North Korean Contagious Interview Campaign Uses Malicious VS Code Projects
North Korea-linked threat actors tied to the long-running Contagious Interview operation have been observed using malicious Microsoft Visual Studio Code (VS Code) projects as part of fake job-assessment lures, instructing targets to clone repositories from GitHub/GitLab/Bitbucket and open them in VS Code. The technique abuses VS Code tasks.json configuration—specifically "runOn": "folderOpen"—to trigger execution when a folder is opened, pulling staged payloads from attacker-controlled infrastructure (including Vercel-hosted domains) and ultimately deploying backdoors such as BeaverTail and InvisibleFerret that enable remote code execution and follow-on control. Recent iterations reportedly add multi-stage droppers embedded in task configuration content and disguised as benign files (e.g., spell-check dictionaries) to improve resilience if network retrieval fails, and include command-and-control behavior that can execute attacker-supplied JavaScript from a remote server (e.g., ip-regions-check.vercel[.]app).

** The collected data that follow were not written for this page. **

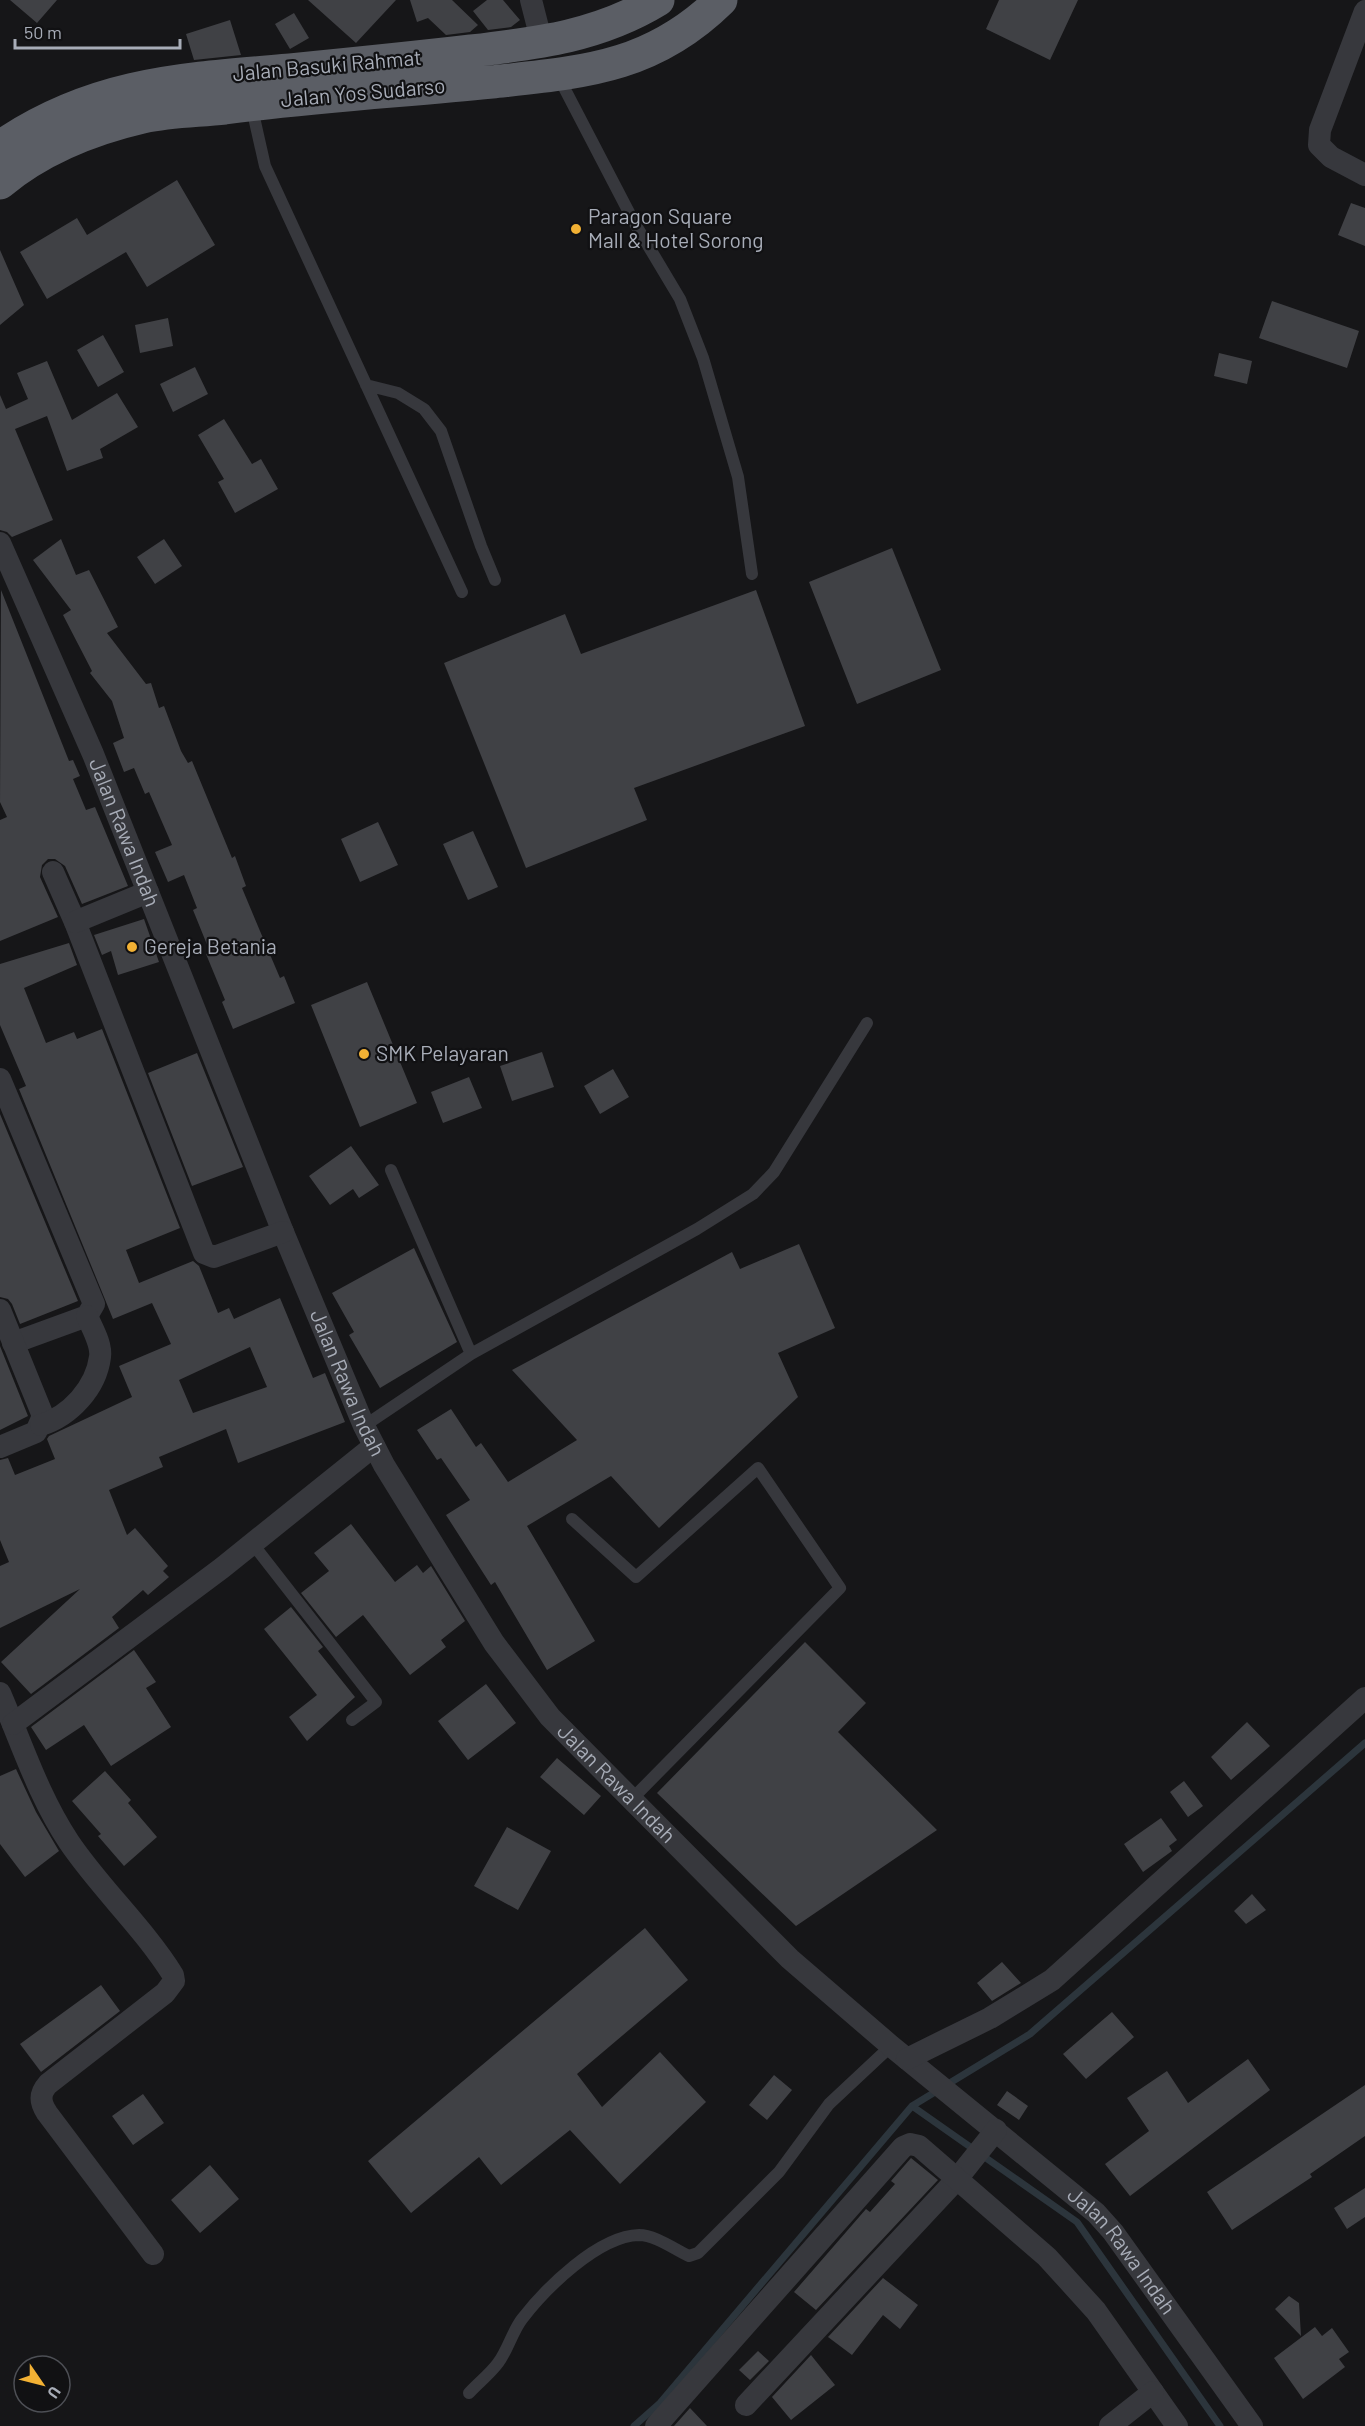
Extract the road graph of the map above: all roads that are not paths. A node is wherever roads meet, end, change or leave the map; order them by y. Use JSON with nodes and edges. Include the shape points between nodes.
{"nodes":[{"id":1,"x":531,"y":0,"type":"edge"},
{"id":2,"x":658,"y":0,"type":"edge"},
{"id":3,"x":721,"y":0,"type":"edge"},
{"id":4,"x":1365,"y":12,"type":"edge"},
{"id":5,"x":542,"y":43,"type":"junction"},
{"id":6,"x":558,"y":75,"type":"junction"},
{"id":7,"x":251,"y":104,"type":"junction"},
{"id":8,"x":0,"y":147,"type":"edge"},
{"id":9,"x":1365,"y":174,"type":"edge"},
{"id":10,"x":0,"y":183,"type":"edge"},
{"id":11,"x":366,"y":385,"type":"junction"},
{"id":12,"x":0,"y":543,"type":"edge"},
{"id":13,"x":752,"y":574,"type":"dead end"},
{"id":14,"x":495,"y":580,"type":"dead end"},
{"id":15,"x":462,"y":592,"type":"dead end"},
{"id":16,"x":52,"y":872,"type":"dead end"},
{"id":17,"x":148,"y":892,"type":"junction"},
{"id":18,"x":75,"y":922,"type":"junction"},
{"id":19,"x":867,"y":1023,"type":"dead end"},
{"id":20,"x":1,"y":1085,"type":"edge"},
{"id":21,"x":392,"y":1170,"type":"dead end"},
{"id":22,"x":283,"y":1232,"type":"junction"},
{"id":23,"x":0,"y":1310,"type":"edge"},
{"id":24,"x":87,"y":1316,"type":"junction"},
{"id":25,"x":13,"y":1343,"type":"junction"},
{"id":26,"x":471,"y":1354,"type":"junction"},
{"id":27,"x":41,"y":1425,"type":"junction"},
{"id":28,"x":369,"y":1436,"type":"junction"},
{"id":29,"x":0,"y":1448,"type":"edge"},
{"id":30,"x":572,"y":1519,"type":"dead end"},
{"id":31,"x":252,"y":1543,"type":"junction"},
{"id":32,"x":0,"y":1693,"type":"edge"},
{"id":33,"x":1365,"y":1698,"type":"edge"},
{"id":34,"x":352,"y":1720,"type":"dead end"},
{"id":35,"x":13,"y":1724,"type":"junction"},
{"id":36,"x":631,"y":1800,"type":"junction"},
{"id":37,"x":907,"y":2059,"type":"junction"},
{"id":38,"x":992,"y":2134,"type":"junction"},
{"id":39,"x":961,"y":2174,"type":"junction"},
{"id":40,"x":153,"y":2254,"type":"dead end"},
{"id":41,"x":1153,"y":2392,"type":"junction"},
{"id":42,"x":469,"y":2393,"type":"dead end"},
{"id":43,"x":746,"y":2405,"type":"dead end"},
{"id":44,"x":656,"y":2426,"type":"edge"},
{"id":45,"x":1110,"y":2426,"type":"edge"},
{"id":46,"x":1177,"y":2426,"type":"edge"},
{"id":47,"x":1252,"y":2426,"type":"edge"}],
"edges":[{"from":1,"to":5,"type":"street"},
{"from":2,"to":5,"type":"highway","name":"Jalan Basuki Rahmat","via":[[614,22]]},
{"from":3,"to":6,"type":"highway","name":"Jalan Yos Sudarso","via":[[698,23],[642,56]]},
{"from":4,"to":9,"type":"street","via":[[1320,130],[1319,145],[1331,157]]},
{"from":5,"to":8,"type":"highway","name":"Jalan Basuki Rahmat","via":[[180,79],[86,101],[56,113]]},
{"from":6,"to":7,"type":"highway","name":"Jalan Yos Sudarso"},
{"from":6,"to":13,"type":"lane","via":[[634,222],[680,299],[703,358],[738,477]]},
{"from":7,"to":10,"type":"highway","name":"Jalan Yos Sudarso","via":[[145,117],[103,128],[62,143]]},
{"from":7,"to":11,"type":"lane","via":[[265,166]]},
{"from":11,"to":14,"type":"lane","via":[[398,393],[424,409],[441,431]]},
{"from":11,"to":15,"type":"lane"},
{"from":12,"to":17,"type":"street","name":"Jalan Rawa Indah","via":[[93,754]]},
{"from":16,"to":18,"type":"street"},
{"from":17,"to":18,"type":"street"},
{"from":17,"to":22,"type":"street","name":"Jalan Rawa Indah"},
{"from":18,"to":22,"type":"street","via":[[204,1253],[214,1257]]},
{"from":19,"to":26,"type":"lane","via":[[774,1172],[753,1194]]},
{"from":20,"to":24,"type":"street","via":[[93,1299]]},
{"from":21,"to":26,"type":"lane"},
{"from":22,"to":28,"type":"street","name":"Jalan Rawa Indah"},
{"from":23,"to":25,"type":"street"},
{"from":24,"to":25,"type":"street"},
{"from":24,"to":27,"type":"street","via":[[100,1356],[92,1380],[64,1416]]},
{"from":25,"to":27,"type":"street","via":[[43,1416]]},
{"from":26,"to":28,"type":"lane"},
{"from":27,"to":29,"type":"street","via":[[32,1435]]},
{"from":28,"to":31,"type":"street"},
{"from":28,"to":36,"type":"street","name":"Jalan Rawa Indah","via":[[504,1658],[550,1717]]},
{"from":30,"to":36,"type":"lane","via":[[636,1577],[758,1468],[840,1588]]},
{"from":31,"to":34,"type":"lane","via":[[376,1702]]},
{"from":31,"to":35,"type":"street"},
{"from":32,"to":35,"type":"street"},
{"from":33,"to":37,"type":"street","via":[[1052,1980],[990,2018]]},
{"from":35,"to":40,"type":"street","via":[[35,1782],[70,1842],[173,1975],[174,1981],[165,1993],[48,2084],[41,2096],[47,2113]]},
{"from":36,"to":37,"type":"street","name":"Jalan Rawa Indah","via":[[790,1959]]},
{"from":37,"to":38,"type":"street","name":"Jalan Rawa Indah","via":[[961,2102]]},
{"from":37,"to":42,"type":"lane","via":[[829,2104],[779,2172],[698,2253],[689,2256],[639,2235],[589,2254],[521,2320],[498,2363]]},
{"from":38,"to":39,"type":"street"},
{"from":38,"to":47,"type":"street","name":"Jalan Rawa Indah","via":[[1083,2201],[1113,2232]]},
{"from":39,"to":41,"type":"street","via":[[1096,2311]]},
{"from":39,"to":43,"type":"street"},
{"from":39,"to":44,"type":"street","via":[[919,2146],[903,2147]]},
{"from":41,"to":45,"type":"street"},
{"from":41,"to":46,"type":"street"}]}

Separate reporting on North Korean APT trends indicates continued reliance on fraudulent IT employment schemes and recruitment-platform abuse to gain access to Western organizations, including long-term social engineering and persistent remote access via legitimate tools (e.g., AnyDesk, Google Remote Desktop) and VPN/location obfuscation. This broader pattern aligns with the same overarching tradecraft used in developer-targeted “interview” lures: leveraging hiring workflows and developer tooling to establish initial access and persistence while reducing suspicion, particularly in environments with remote-work infrastructure and developer workstations.